Vinyl acetate is produced commercially by the reaction of ethylene with molecular oxygen and acetic acid in the presence of a catalyst followed by the purification of the crude vinyl acetate so produced by distillation. Because vinyl acetate is a relatively reactive monomer, it is susceptible to polymerization by radical initiators that may be present either as impurities in raw materials, or in reaction products, or as monomer-derived radicals which are produced thermally during the distillation. Polymer formation in distillation equipment results in decreased yields of vinyl acetate as well as plugging and damaging of the equipment. These undesirable effects result in increased downtime for clean-up and repair of the equipment used.
A number of polymerization inhibitors have been used in the past to prevent this undesirable polymerization of vinyl acetate monomer. Among these are hydroquinone, benzoquinone, tertiary-butyl catechol, alphamethylstyrene, and the like. Major criteria for selecting a satisfactory polymerization inhibitor in vinyl acetate production include effectiveness in preventing polymer build-up, low cost of the inhibitor on an effectiveness basis, commercial availability, ease of handling, safety considerations, solubility of the inhibitor in vinyl acetate and the effect of minute inhibitor residues on waste water treatment systems. It is also desirable that the inhibitor have a significant vapor pressure at process distillation temperatures. Such volatility permits the inhibitor to protect all surfaces of the distillation vessel during the refining steps and especially above the point where the inhibitor solution is injected into the distillation columns. The area above the column feed points are particularly susceptible to plugging. It is further required that the inhibitor for this process contain only the elements carbon, hydrogen, and oxygen so that residual inhibitor contained in recycled acetic acid will not poison the vinyl acetate catalyst system nor contribute to reactor corrosion.

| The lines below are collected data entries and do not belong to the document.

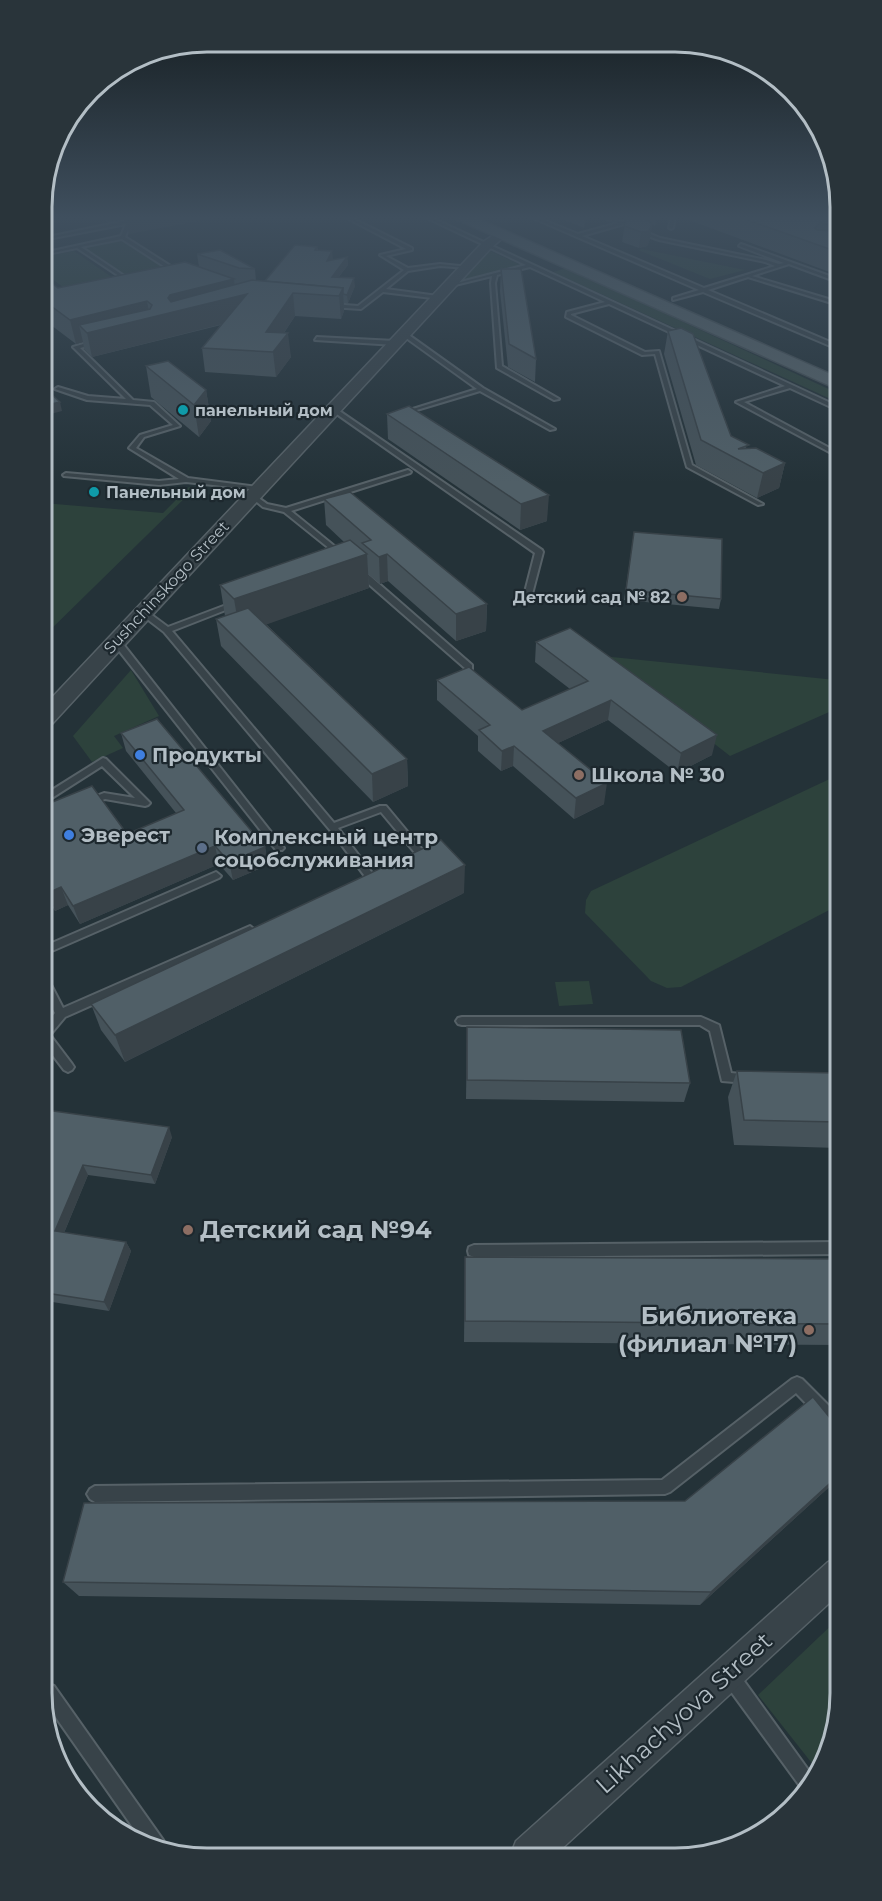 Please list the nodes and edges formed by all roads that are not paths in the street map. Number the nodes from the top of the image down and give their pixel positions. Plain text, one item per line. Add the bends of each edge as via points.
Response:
1 (326, 306) edge
2 (362, 306) edge
3 (431, 306) edge
4 (495, 306) edge
5 (596, 306) edge
6 (618, 306) edge
7 (668, 306) edge
8 (690, 306) edge
9 (742, 306) edge
10 (109, 339) edge
11 (317, 339) dead end
12 (400, 339) junction
13 (699, 343) junction
14 (830, 344) edge
15 (686, 346) edge
16 (666, 350) dead end
17 (657, 352) junction
18 (830, 368) edge
19 (830, 381) edge
20 (791, 386) junction
21 (58, 389) dead end
22 (481, 389) junction
23 (556, 399) dead end
24 (130, 401) junction
25 (830, 405) edge
26 (333, 409) junction
27 (391, 418) edge
28 (552, 429) dead end
29 (830, 450) edge
30 (408, 472) dead end
31 (66, 475) dead end
32 (186, 480) junction
33 (254, 492) junction
34 (760, 504) dead end
35 (286, 510) junction
36 (343, 557) edge
37 (351, 564) edge
38 (528, 596) dead end
39 (245, 602) edge
40 (142, 612) junction
41 (167, 630) junction
42 (116, 641) junction
43 (469, 667) edge
44 (53, 709) edge
45 (53, 794) edge
46 (84, 804) edge
47 (332, 826) junction
48 (279, 848) dead end
49 (401, 864) edge
50 (216, 876) dead end
51 (370, 877) edge
52 (263, 924) edge
53 (53, 947) edge
54 (53, 999) edge
55 (61, 1014) junction
56 (462, 1021) dead end
57 (53, 1024) edge
58 (53, 1045) edge
59 (68, 1067) dead end
60 (758, 1078) edge
61 (829, 1248) edge
62 (474, 1251) dead end
63 (829, 1417) edge
64 (95, 1494) dead end
65 (829, 1582) edge
66 (729, 1673) junction
67 (53, 1700) edge
68 (803, 1778) edge
69 (151, 1837) edge
70 (536, 1848) edge

1 - 2 lane
3 - 12 street, Sushchinskogo Street
4 - 23 lane via 499,367
5 - 17 lane via 568,316 644,354
6 - 13 lane
7 - 19 main road
8 - 18 main road
9 - 14 lane
10 - 24 lane via 76,347
11 - 12 lane
12 - 22 lane
12 - 26 street, Sushchinskogo Street
13 - 15 lane
13 - 20 lane
16 - 17 lane
17 - 34 lane via 689,466
20 - 25 lane
20 - 29 lane via 739,402
21 - 24 lane via 87,398
22 - 27 lane
22 - 28 lane
24 - 32 lane via 152,404 177,426 142,435 132,448
26 - 33 street, Sushchinskogo Street
26 - 38 lane via 539,552
30 - 35 lane
31 - 32 lane via 159,483
32 - 33 lane
33 - 35 lane via 265,506
33 - 40 street, Sushchinskogo Street
35 - 36 lane
37 - 43 lane
39 - 41 lane
40 - 41 lane
40 - 42 street, Sushchinskogo Street
41 - 47 lane
42 - 44 street, Sushchinskogo Street
42 - 48 lane
45 - 46 lane via 103,760 145,803 104,796
47 - 49 lane via 383,808 422,855
47 - 51 lane
50 - 53 lane
52 - 55 lane
54 - 55 lane
55 - 57 lane
56 - 60 lane via 701,1021 715,1029 726,1078
58 - 59 lane
61 - 62 lane
63 - 64 lane via 797,1384 665,1486
65 - 66 street, Likhachyova Street
66 - 68 lane
66 - 70 street, Likhachyova Street
67 - 69 lane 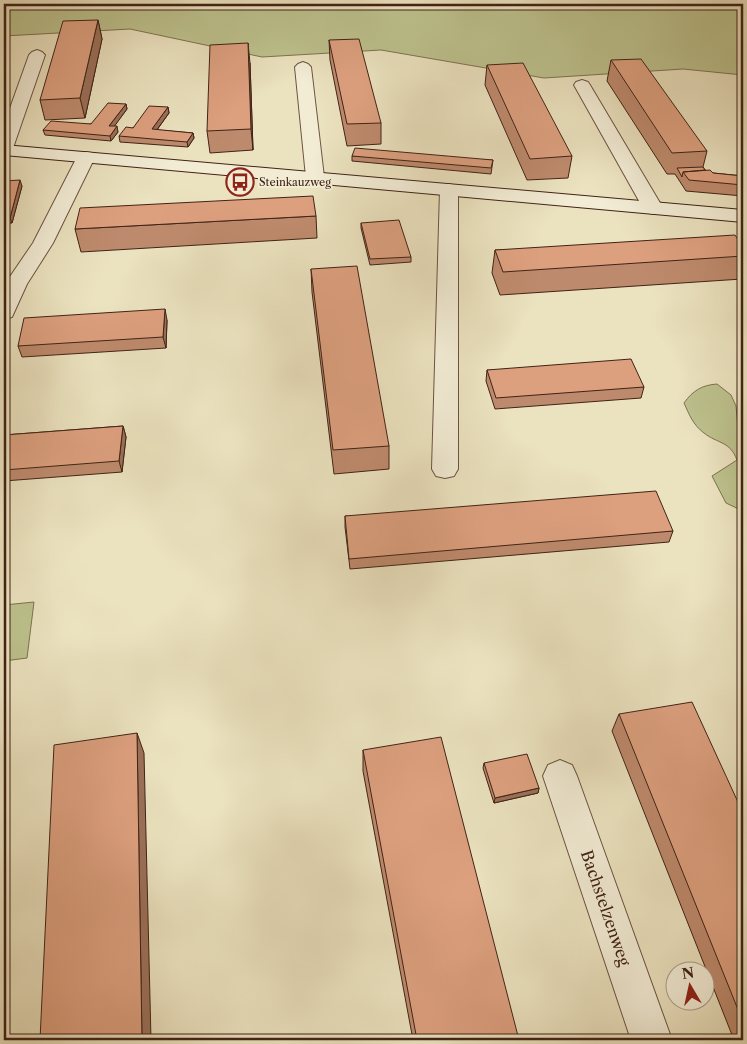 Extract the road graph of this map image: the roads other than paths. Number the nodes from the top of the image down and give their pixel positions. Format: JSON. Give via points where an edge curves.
{"nodes":[{"id":1,"x":37,"y":55,"type":"dead end"},
{"id":2,"x":303,"y":67,"type":"dead end"},
{"id":3,"x":582,"y":85,"type":"dead end"},
{"id":4,"x":4,"y":149,"type":"edge"},
{"id":5,"x":86,"y":157,"type":"junction"},
{"id":6,"x":315,"y":177,"type":"junction"},
{"id":7,"x":449,"y":190,"type":"junction"},
{"id":8,"x":653,"y":208,"type":"junction"},
{"id":9,"x":743,"y":216,"type":"edge"},
{"id":10,"x":4,"y":312,"type":"edge"},
{"id":11,"x":445,"y":469,"type":"dead end"},
{"id":12,"x":560,"y":776,"type":"dead end"},
{"id":13,"x":652,"y":1040,"type":"edge"}],
"edges":[{"from":1,"to":4,"type":"street"},
{"from":2,"to":6,"type":"street"},
{"from":3,"to":8,"type":"street"},
{"from":4,"to":5,"type":"street"},
{"from":5,"to":6,"type":"street"},
{"from":5,"to":10,"type":"street"},
{"from":6,"to":7,"type":"street"},
{"from":7,"to":8,"type":"street"},
{"from":7,"to":11,"type":"street"},
{"from":8,"to":9,"type":"street"},
{"from":12,"to":13,"type":"street","name":"Bachstelzenweg"}]}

An inhibitor which fulfills most of the above enumerated criteria will often have some unique disadvantage that makes it less attractive for use in an actual commercial unit. An example of this is tertiary-butyl catechol which is ineffective as an inhibitor for vinyl acetate in a reducing atmosphere. This inhibitor requires the use of a stream of oxygen which must be run continuously through all the distillation columns to which this inhibitor is supplied. More frequently, inhibitor cost and commercial availability are key factors that influence its practical use.